Required work: Establish the number of lines below that contain the string "SUURENSUONKATU". State that number alone.

Material supplied:
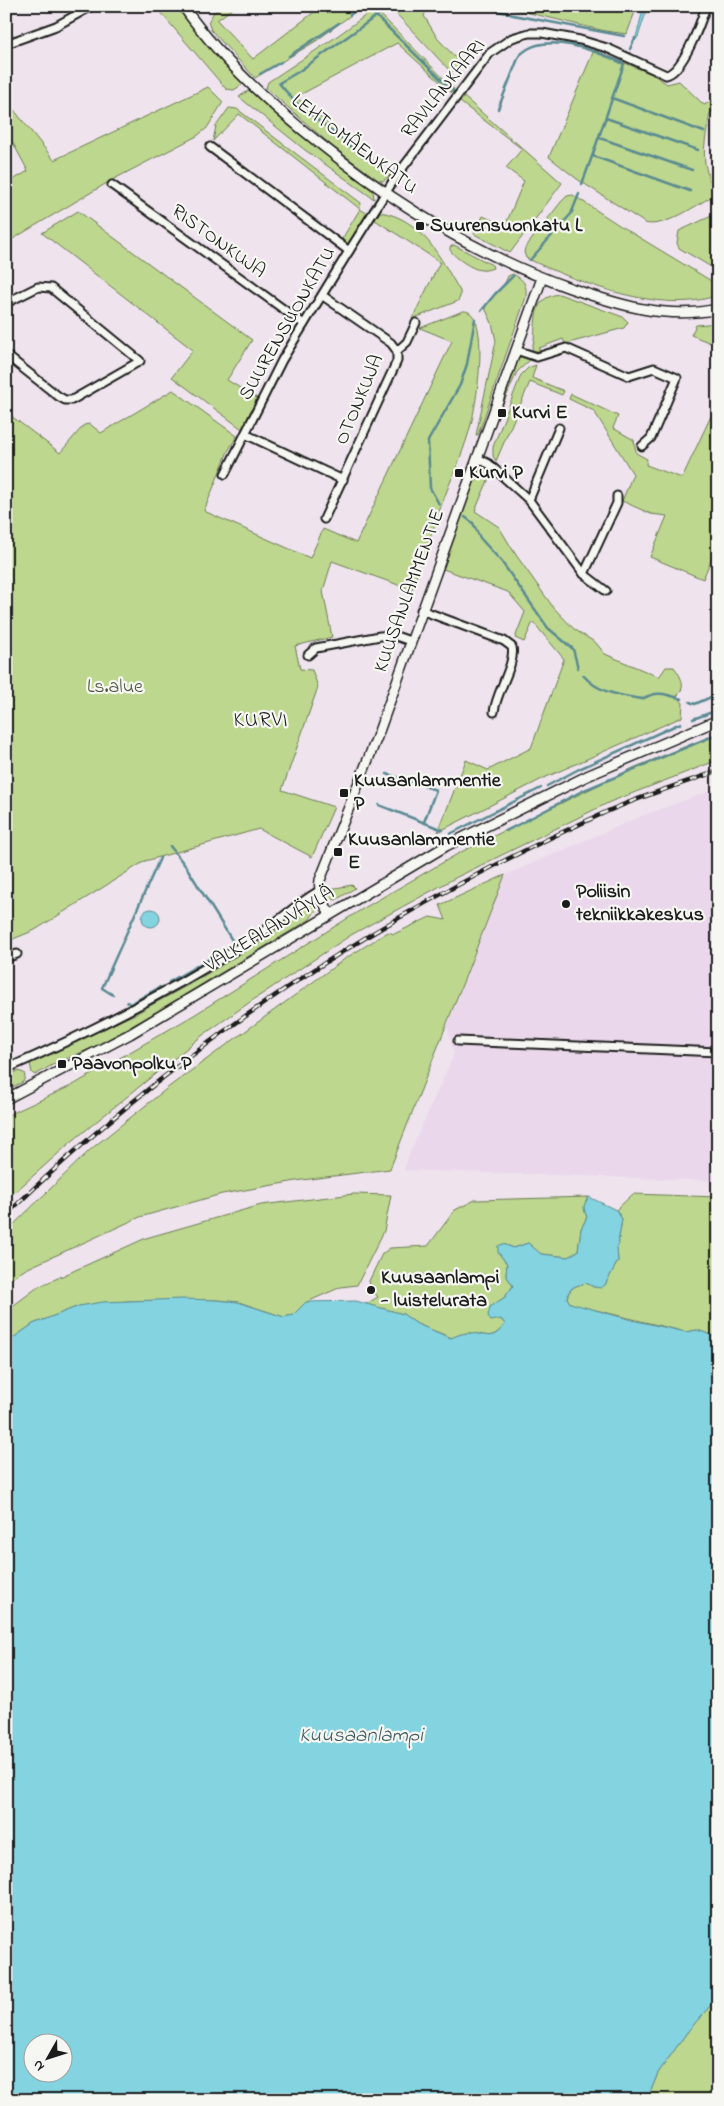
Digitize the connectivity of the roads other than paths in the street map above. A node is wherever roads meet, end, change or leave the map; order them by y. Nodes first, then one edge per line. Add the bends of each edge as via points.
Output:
1 (92, 6) edge
2 (183, 6) edge
3 (706, 6) edge
4 (6, 44) edge
5 (210, 147) dead end
6 (112, 185) dead end
7 (385, 194) junction
8 (349, 251) junction
9 (542, 278) junction
10 (323, 296) junction
11 (6, 304) edge
12 (718, 309) edge
13 (416, 323) dead end
14 (304, 324) junction
15 (516, 350) junction
16 (398, 351) junction
17 (6, 355) edge
18 (559, 428) dead end
19 (245, 434) junction
20 (642, 446) dead end
21 (477, 458) junction
22 (225, 474) dead end
23 (343, 480) junction
24 (617, 496) dead end
25 (529, 500) junction
26 (324, 519) dead end
27 (584, 574) junction
28 (606, 591) dead end
29 (421, 610) junction
30 (410, 641) junction
31 (308, 655) dead end
32 (494, 712) dead end
33 (718, 720) edge
34 (318, 891) junction
35 (330, 914) junction
36 (17, 954) dead end
37 (6, 958) edge
38 (458, 1041) dead end
39 (718, 1052) edge
40 (6, 1069) edge
41 (6, 1099) edge

1 - 4 street via 56,26
2 - 7 street, LEHTOMÄENKATU via 209,40 259,93
3 - 7 street, RAVILANKAARI via 679,66 666,76 607,48 557,35 530,33 504,42 483,60
5 - 8 street
6 - 14 street, RISTONKUJA
7 - 8 street, SUURENSUONKATU
7 - 9 street, LEHTOMÄENKATU via 464,241
8 - 10 street, SUURENSUONKATU
9 - 12 street, LEHTOMÄENKATU via 625,306 650,311 678,313
9 - 15 street, KUUSANLAMMENTIE
10 - 14 street, SUURENSUONKATU
10 - 16 street, OTONKUJA
11 - 17 street via 38,287 51,288 140,361 72,400 65,400
13 - 16 street via 407,342
14 - 19 street, SUURENSUONKATU
15 - 20 street via 537,357 566,348 629,376 654,368 677,378 651,438
15 - 21 street, KUUSANLAMMENTIE
16 - 23 street, OTONKUJA via 397,361
18 - 25 street
19 - 22 street, SUURENSUONKATU
19 - 23 street
21 - 25 street via 489,464
21 - 29 street, KUUSANLAMMENTIE
23 - 26 street, OTONKUJA
24 - 27 street via 617,503
25 - 27 street
27 - 28 street
29 - 30 street, KUUSANLAMMENTIE
29 - 32 street via 504,641 512,647 513,657 495,700
30 - 31 street via 393,635 380,636 316,648
30 - 34 street, KUUSANLAMMENTIE
33 - 35 street, VALKEALANVÄYLÄ via 512,811
34 - 35 street
34 - 40 street via 253,939 145,1003
35 - 41 street, VALKEALANVÄYLÄ via 130,1034
36 - 37 street
38 - 39 street

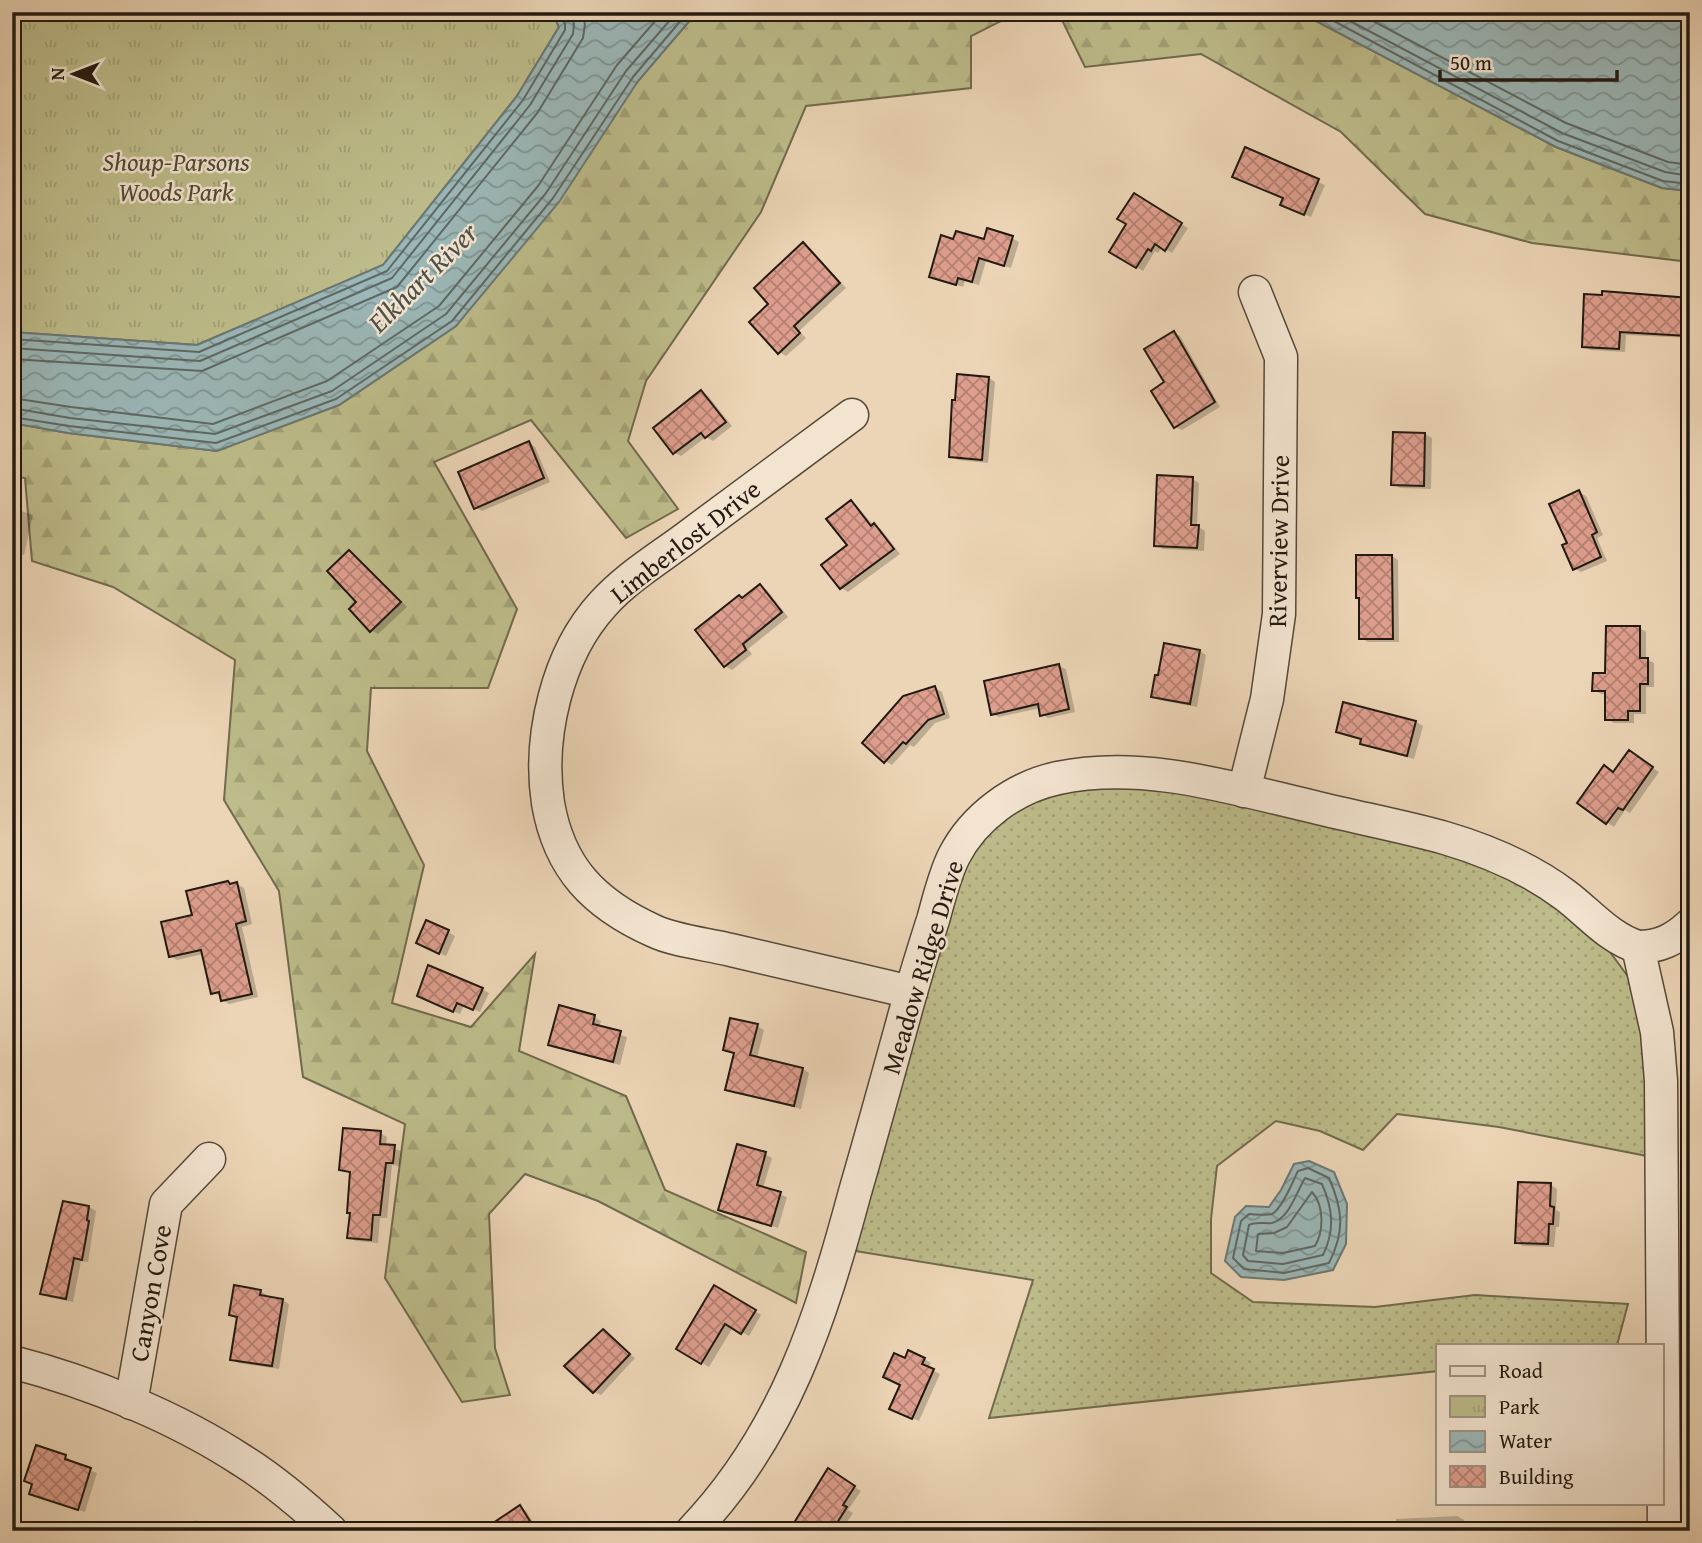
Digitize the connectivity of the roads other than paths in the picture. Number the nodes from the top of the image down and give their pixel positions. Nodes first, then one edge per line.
1 (1255, 292) dead end
2 (852, 415) dead end
3 (1244, 791) junction
4 (1690, 925) edge
5 (1638, 947) junction
6 (911, 992) junction
7 (209, 1159) dead end
8 (1663, 1344) edge
9 (12, 1362) edge
10 (131, 1403) junction
11 (1664, 1504) edge
12 (331, 1531) edge
13 (692, 1531) edge
14 (1664, 1531) edge

1 - 3 street, Riverview Drive
2 - 6 street, Limberlost Drive
3 - 5 street, Meadow Ridge Drive
3 - 6 street, Meadow Ridge Drive
4 - 5 street
5 - 8 street
6 - 13 street, Meadow Ridge Drive
7 - 10 street, Canyon Cove
9 - 10 street
10 - 12 street
11 - 14 street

Exercise response: 5